For many of us who raise the financial support needed to fund our ministries, it is very easy to get get caught up in a "money mindset." I need to raise money to do the ministry, and we often see the fund raising as a necessary evil.

I actually heard the CEO of a major Christian ministry say publicly, "The one thing I hate about this job is going around begging for money."

Perhaps, he was simply honestly echoing what is often a quiet subtext in our own hearts. But, in our better moments, we realize that raising support is not primary about money. It is about developing a network of people who play different roles for the advancement of the kingdom.

Bill Dillon calls it "People Raising." Betty Barnett calls it "Friend Raising." Some organizations call it "Ministry Partner Development." Others refer to "Coaching Champions."
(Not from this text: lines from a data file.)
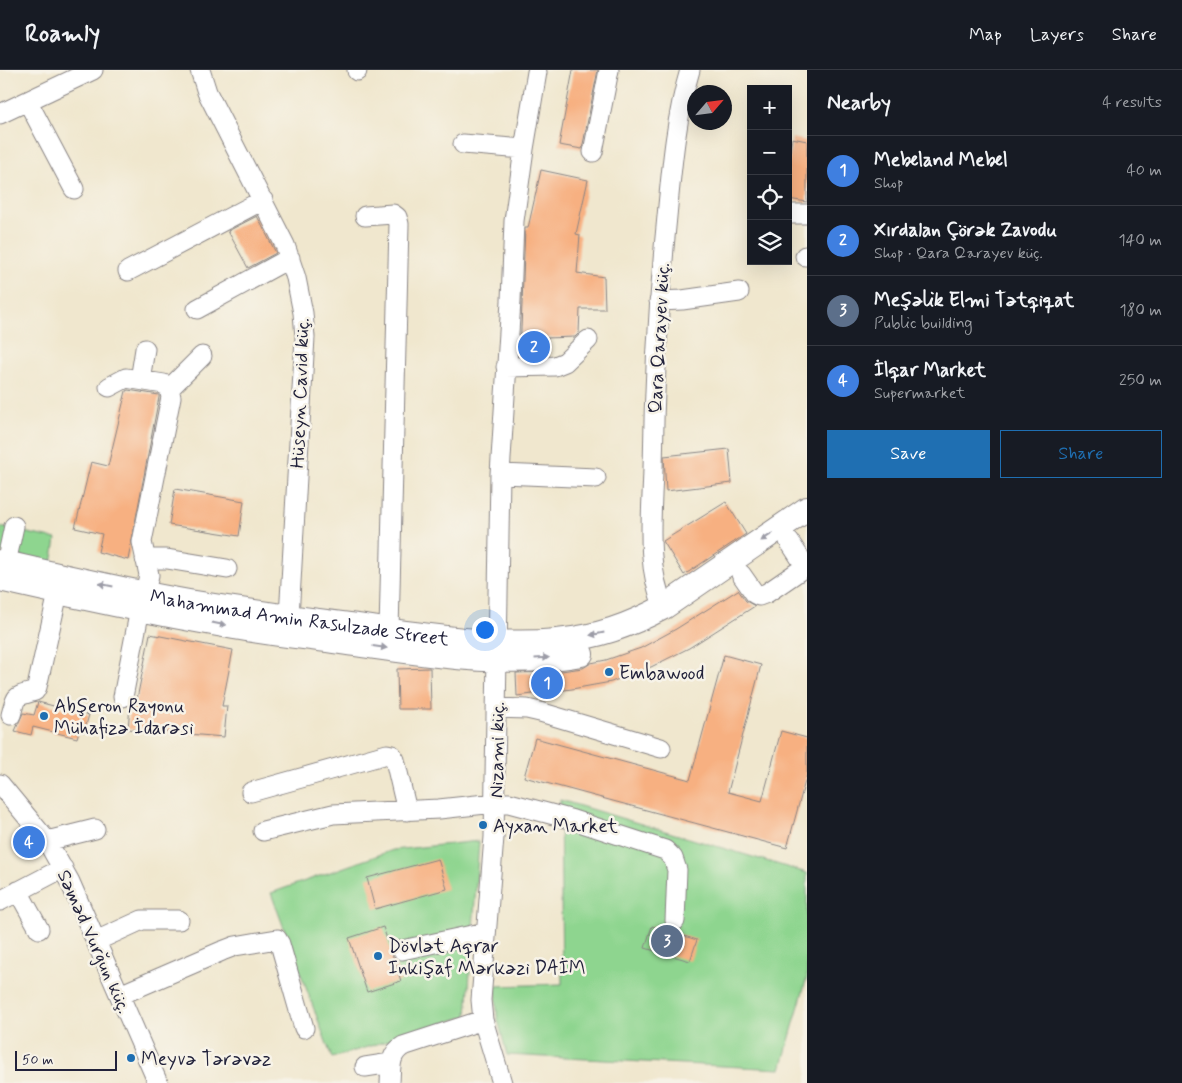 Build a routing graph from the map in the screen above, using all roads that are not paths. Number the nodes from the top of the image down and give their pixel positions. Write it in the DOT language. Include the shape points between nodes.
graph roads {
  1 [pos="94,70"];
  2 [pos="200,70"];
  3 [pos="609,70"];
  4 [pos="690,70"];
  5 [pos="537,72"];
  6 [pos="28,102"];
  7 [pos="0,114"];
  8 [pos="463,144"];
  9 [pos="524,149"];
  10 [pos="593,152"];
  11 [pos="74,189"];
  12 [pos="263,200"];
  13 [pos="792,214"];
  14 [pos="807,214"];
  15 [pos="365,216"];
  16 [pos="290,258"];
  17 [pos="128,271"];
  18 [pos="739,292"];
  19 [pos="659,302"];
  20 [pos="197,309"];
  21 [pos="588,340"];
  22 [pos="145,350"];
  23 [pos="202,356"];
  24 [pos="506,367"];
  25 [pos="140,380"];
  26 [pos="109,388"];
  27 [pos="169,390"];
  28 [pos="500,474"];
  29 [pos="596,478"];
  30 [pos="807,509"];
  31 [pos="14,526"];
  32 [pos="798,535"];
  33 [pos="145,559"];
  34 [pos="2,568"];
  35 [pos="227,569"];
  36 [pos="741,574"];
  37 [pos="58,593"];
  38 [pos="142,601"];
  39 [pos="664,607"];
  40 [pos="289,617"];
  41 [pos="389,631"];
  42 [pos="496,650"];
  43 [pos="123,697"];
  44 [pos="496,708"];
  45 [pos="10,715"];
  46 [pos="661,748"];
  47 [pos="0,784"];
  48 [pos="251,792"];
  49 [pos="495,802"];
  50 [pos="406,811"];
  51 [pos="95,829"];
  52 [pos="263,831"];
  53 [pos="47,841"];
  54 [pos="63,868"];
  55 [pos="18,892"];
  56 [pos="0,901"];
  57 [pos="179,920"];
  58 [pos="675,921"];
  59 [pos="39,929"];
  60 [pos="486,932"];
  61 [pos="96,941"];
  62 [pos="402,950"];
  63 [pos="120,996"];
  64 [pos="483,1020"];
  65 [pos="304,1028"];
  66 [pos="391,1063"];
  67 [pos="365,1067"];
  68 [pos="158,1083"];
  69 [pos="390,1083"];
  70 [pos="502,1083"];
  1 -- 6 [label="street"];
  2 -- 12 [label="street, Hüseyn Cavid küç." via="207,92"];
  3 -- 10 [label="street"];
  4 -- 19 [label="street, Qara Qarayev küç." via="682,98 673,160"];
  5 -- 9 [label="street, Nizami küç."];
  6 -- 7 [label="street"];
  6 -- 11 [label="street"];
  8 -- 9 [label="street"];
  9 -- 24 [label="street, Nizami küç." via="514,221"];
  12 -- 16 [label="street, Hüseyn Cavid küç."];
  12 -- 17 [label="street"];
  13 -- 14 [label="street"];
  15 -- 41 [label="street" via="393,214 399,224"];
  16 -- 20 [label="street"];
  16 -- 40 [label="street, Hüseyn Cavid küç." via="303,313 305,337"];
  18 -- 19 [label="street"];
  19 -- 39 [label="street, Qara Qarayev küç." via="652,540 655,582"];
  21 -- 24 [label="street" via="565,362 555,366"];
  22 -- 25 [label="street"];
  23 -- 27 [label="street"];
  24 -- 28 [label="street, Nizami küç."];
  25 -- 26 [label="street" via="126,378"];
  25 -- 27 [label="street" via="164,384"];
  27 -- 33 [label="street" via="171,397 142,542"];
  28 -- 29 [label="street"];
  28 -- 42 [label="street, Nizami küç."];
  30 -- 39 [label="main road, Mahammad Amin Rasulzade Street, one-way"];
  31 -- 34 [label="street"];
  32 -- 36 [label="main road, Mahammad Amin Rasulzade Street"];
  32 -- 36 [label="street" via="802,569 767,594 755,594"];
  33 -- 35 [label="street" via="167,559"];
  33 -- 38 [label="street" via="149,575"];
  34 -- 37 [label="main road, Mahammad Amin Rasulzade Street"];
  38 -- 34 [label="main road, Mahammad Amin Rasulzade Street, one-way"];
  42 -- 36 [label="main road, Mahammad Amin Rasulzade Street, one-way" via="539,659 609,648 672,620"];
  37 -- 38 [label="main road, Mahammad Amin Rasulzade Street"];
  37 -- 45 [label="street" via="37,687 15,698"];
  38 -- 40 [label="main road, Mahammad Amin Rasulzade Street" via="186,601"];
  38 -- 42 [label="main road, Mahammad Amin Rasulzade Street, one-way" via="244,628 387,648"];
  38 -- 43 [label="street"];
  39 -- 42 [label="main road, Mahammad Amin Rasulzade Street, one-way" via="604,633"];
  40 -- 41 [label="main road, Mahammad Amin Rasulzade Street"];
  41 -- 42 [label="main road, Mahammad Amin Rasulzade Street"];
  42 -- 44 [label="street, Nizami küç."];
  44 -- 46 [label="street" via="540,712"];
  44 -- 49 [label="street, Nizami küç."];
  47 -- 53 [label="street, Səməd Vurğun küç."];
  48 -- 50 [label="street" via="387,754 395,760"];
  49 -- 50 [label="street"];
  49 -- 58 [label="street" via="572,820 665,850 673,858 677,870"];
  49 -- 60 [label="street, Nizami küç."];
  50 -- 52 [label="street" via="333,814"];
  51 -- 53 [label="street"];
  53 -- 54 [label="street, Səməd Vurğun küç."];
  54 -- 55 [label="street"];
  54 -- 61 [label="street, Səməd Vurğun küç."];
  55 -- 56 [label="street"];
  55 -- 59 [label="street"];
  57 -- 61 [label="street" via="142,920"];
  60 -- 62 [label="street"];
  60 -- 64 [label="street, Nizami küç." via="480,1000"];
  61 -- 63 [label="street, Səməd Vurğun küç."];
  63 -- 65 [label="street" via="222,950 277,939"];
  63 -- 68 [label="street, Səməd Vurğun küç."];
  64 -- 66 [label="street" via="403,1046 396,1050"];
  64 -- 70 [label="street, Nizami küç."];
  66 -- 67 [label="street"];
  66 -- 69 [label="street"];
}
No matter what term you prefer, the concept behind these things is solid, true, and helpful.

We have an obligation to minister to our funders, as well as those we feel God has called us more directly to minister to. In order to help these partners genuinely feel that they are part of what God is doing through us, we must help them get the greater and wider vision of how God is at work.

It is part of our ministry responsibility to enable them to be fuller participants in this Great Commission work.

I remember speaking at a church in Alabama a few years ago. We had helped the new pastor organize a missions conference. One of ladies said to me:

"We've been supporting missions in this church for over 25 years through our denomination. Yet, you are the first missionary I have ever met. Hearing you speak and sharing your first hand experiences of how God is at work has set my heart on fire. You have no idea how you have made this "Christian duty" come alive in our church."

Every speaker loves to hear words like that, but as I have reflected on it, the larger issue here is these people are now more personally engaged in kingdom work than ever before.? I played a small part in mobilizing them for greater involvement, but that also brings an obligation.

I have an obligation to my supporters that goes far beyond simply being a "good steward" of their contributions.

I have an obligation to challenge them to go deeper in understanding how we can change this world for good. And, while this will probably be done as part of a "team" effort, I cannot simply cash their checks (or read of their contribution on a donor report) and say, "Well, Lord, bless these good folks."

It is about developing strong kingdom partnerships, and we are often at the pivot point of these.

And, it is more than an obligation, it's actually quite a bit of fun!